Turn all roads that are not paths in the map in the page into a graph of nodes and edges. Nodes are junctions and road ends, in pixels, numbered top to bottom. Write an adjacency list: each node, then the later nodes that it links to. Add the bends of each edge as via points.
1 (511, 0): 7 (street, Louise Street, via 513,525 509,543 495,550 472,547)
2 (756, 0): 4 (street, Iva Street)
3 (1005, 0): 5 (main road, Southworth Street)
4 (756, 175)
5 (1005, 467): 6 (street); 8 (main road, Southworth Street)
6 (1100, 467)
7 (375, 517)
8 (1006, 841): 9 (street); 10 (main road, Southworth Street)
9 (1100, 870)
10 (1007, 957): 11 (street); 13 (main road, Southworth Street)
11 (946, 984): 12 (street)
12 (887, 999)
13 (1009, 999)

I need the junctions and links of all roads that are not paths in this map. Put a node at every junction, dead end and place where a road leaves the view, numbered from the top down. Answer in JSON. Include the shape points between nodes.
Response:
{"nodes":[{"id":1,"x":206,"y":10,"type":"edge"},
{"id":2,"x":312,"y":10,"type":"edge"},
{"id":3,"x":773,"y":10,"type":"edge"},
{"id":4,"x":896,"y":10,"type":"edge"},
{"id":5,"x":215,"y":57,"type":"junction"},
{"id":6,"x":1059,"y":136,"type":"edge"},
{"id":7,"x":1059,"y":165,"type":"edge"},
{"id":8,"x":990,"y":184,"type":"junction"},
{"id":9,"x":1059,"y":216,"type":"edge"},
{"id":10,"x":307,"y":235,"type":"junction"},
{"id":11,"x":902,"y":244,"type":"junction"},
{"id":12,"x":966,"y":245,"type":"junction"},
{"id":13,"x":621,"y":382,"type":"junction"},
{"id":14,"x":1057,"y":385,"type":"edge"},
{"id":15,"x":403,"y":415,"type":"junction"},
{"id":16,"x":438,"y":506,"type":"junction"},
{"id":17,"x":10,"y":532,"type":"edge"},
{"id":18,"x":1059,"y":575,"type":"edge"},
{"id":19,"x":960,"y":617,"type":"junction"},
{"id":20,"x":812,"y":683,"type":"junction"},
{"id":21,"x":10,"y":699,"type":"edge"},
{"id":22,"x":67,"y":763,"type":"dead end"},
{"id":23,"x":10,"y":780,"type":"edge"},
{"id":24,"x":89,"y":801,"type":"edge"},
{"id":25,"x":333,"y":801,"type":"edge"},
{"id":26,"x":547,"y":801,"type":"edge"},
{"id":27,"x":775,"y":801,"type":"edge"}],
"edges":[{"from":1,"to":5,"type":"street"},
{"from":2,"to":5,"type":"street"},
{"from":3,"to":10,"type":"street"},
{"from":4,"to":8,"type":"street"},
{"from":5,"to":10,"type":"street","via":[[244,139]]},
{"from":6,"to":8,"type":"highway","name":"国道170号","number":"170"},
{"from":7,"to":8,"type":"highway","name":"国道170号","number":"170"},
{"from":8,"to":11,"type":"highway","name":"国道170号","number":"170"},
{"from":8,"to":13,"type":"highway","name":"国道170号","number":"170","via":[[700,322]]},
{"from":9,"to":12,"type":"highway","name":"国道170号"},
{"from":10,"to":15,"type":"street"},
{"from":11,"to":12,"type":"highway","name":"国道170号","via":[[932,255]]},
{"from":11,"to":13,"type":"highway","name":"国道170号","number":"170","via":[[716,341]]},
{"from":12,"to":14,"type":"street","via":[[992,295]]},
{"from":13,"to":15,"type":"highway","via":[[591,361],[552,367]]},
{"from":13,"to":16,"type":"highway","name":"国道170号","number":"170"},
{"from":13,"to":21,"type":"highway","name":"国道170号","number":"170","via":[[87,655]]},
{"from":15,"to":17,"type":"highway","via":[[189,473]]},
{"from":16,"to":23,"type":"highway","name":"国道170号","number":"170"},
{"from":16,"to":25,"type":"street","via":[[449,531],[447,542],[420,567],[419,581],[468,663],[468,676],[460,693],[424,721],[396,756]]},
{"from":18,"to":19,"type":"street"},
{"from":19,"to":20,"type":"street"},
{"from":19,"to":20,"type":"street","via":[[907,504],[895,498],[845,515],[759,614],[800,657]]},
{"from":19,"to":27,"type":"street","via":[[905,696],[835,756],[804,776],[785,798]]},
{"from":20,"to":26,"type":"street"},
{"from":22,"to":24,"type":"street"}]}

····················

The answer must reproduce all of the entries exactly.

#### Response to this task:
Turn all roads that are not paths in the map in the page into a graph of nodes and edges. Nodes are junctions and road ends, in pixels, numbered top to bottom. Write an adjacency list: each node, then the later nodes that it links to. Add the bends of each edge as via points.
1 (511, 0): 7 (street, Louise Street, via 513,525 509,543 495,550 472,547)
2 (756, 0): 4 (street, Iva Street)
3 (1005, 0): 5 (main road, Southworth Street)
4 (756, 175)
5 (1005, 467): 6 (street); 8 (main road, Southworth Street)
6 (1100, 467)
7 (375, 517)
8 (1006, 841): 9 (street); 10 (main road, Southworth Street)
9 (1100, 870)
10 (1007, 957): 11 (street); 13 (main road, Southworth Street)
11 (946, 984): 12 (street)
12 (887, 999)
13 (1009, 999)

I need the junctions and links of all roads that are not paths in this map. Put a node at every junction, dead end and place where a road leaves the view, numbered from the top down. Answer in JSON. Include the shape points between nodes.
Response:
{"nodes":[{"id":1,"x":206,"y":10,"type":"edge"},
{"id":2,"x":312,"y":10,"type":"edge"},
{"id":3,"x":773,"y":10,"type":"edge"},
{"id":4,"x":896,"y":10,"type":"edge"},
{"id":5,"x":215,"y":57,"type":"junction"},
{"id":6,"x":1059,"y":136,"type":"edge"},
{"id":7,"x":1059,"y":165,"type":"edge"},
{"id":8,"x":990,"y":184,"type":"junction"},
{"id":9,"x":1059,"y":216,"type":"edge"},
{"id":10,"x":307,"y":235,"type":"junction"},
{"id":11,"x":902,"y":244,"type":"junction"},
{"id":12,"x":966,"y":245,"type":"junction"},
{"id":13,"x":621,"y":382,"type":"junction"},
{"id":14,"x":1057,"y":385,"type":"edge"},
{"id":15,"x":403,"y":415,"type":"junction"},
{"id":16,"x":438,"y":506,"type":"junction"},
{"id":17,"x":10,"y":532,"type":"edge"},
{"id":18,"x":1059,"y":575,"type":"edge"},
{"id":19,"x":960,"y":617,"type":"junction"},
{"id":20,"x":812,"y":683,"type":"junction"},
{"id":21,"x":10,"y":699,"type":"edge"},
{"id":22,"x":67,"y":763,"type":"dead end"},
{"id":23,"x":10,"y":780,"type":"edge"},
{"id":24,"x":89,"y":801,"type":"edge"},
{"id":25,"x":333,"y":801,"type":"edge"},
{"id":26,"x":547,"y":801,"type":"edge"},
{"id":27,"x":775,"y":801,"type":"edge"}],
"edges":[{"from":1,"to":5,"type":"street"},
{"from":2,"to":5,"type":"street"},
{"from":3,"to":10,"type":"street"},
{"from":4,"to":8,"type":"street"},
{"from":5,"to":10,"type":"street","via":[[244,139]]},
{"from":6,"to":8,"type":"highway","name":"国道170号","number":"170"},
{"from":7,"to":8,"type":"highway","name":"国道170号","number":"170"},
{"from":8,"to":11,"type":"highway","name":"国道170号","number":"170"},
{"from":8,"to":13,"type":"highway","name":"国道170号","number":"170","via":[[700,322]]},
{"from":9,"to":12,"type":"highway","name":"国道170号"},
{"from":10,"to":15,"type":"street"},
{"from":11,"to":12,"type":"highway","name":"国道170号","via":[[932,255]]},
{"from":11,"to":13,"type":"highway","name":"国道170号","number":"170","via":[[716,341]]},
{"from":12,"to":14,"type":"street","via":[[992,295]]},
{"from":13,"to":15,"type":"highway","via":[[591,361],[552,367]]},
{"from":13,"to":16,"type":"highway","name":"国道170号","number":"170"},
{"from":13,"to":21,"type":"highway","name":"国道170号","number":"170","via":[[87,655]]},
{"from":15,"to":17,"type":"highway","via":[[189,473]]},
{"from":16,"to":23,"type":"highway","name":"国道170号","number":"170"},
{"from":16,"to":25,"type":"street","via":[[449,531],[447,542],[420,567],[419,581],[468,663],[468,676],[460,693],[424,721],[396,756]]},
{"from":18,"to":19,"type":"street"},
{"from":19,"to":20,"type":"street"},
{"from":19,"to":20,"type":"street","via":[[907,504],[895,498],[845,515],[759,614],[800,657]]},
{"from":19,"to":27,"type":"street","via":[[905,696],[835,756],[804,776],[785,798]]},
{"from":20,"to":26,"type":"street"},
{"from":22,"to":24,"type":"street"}]}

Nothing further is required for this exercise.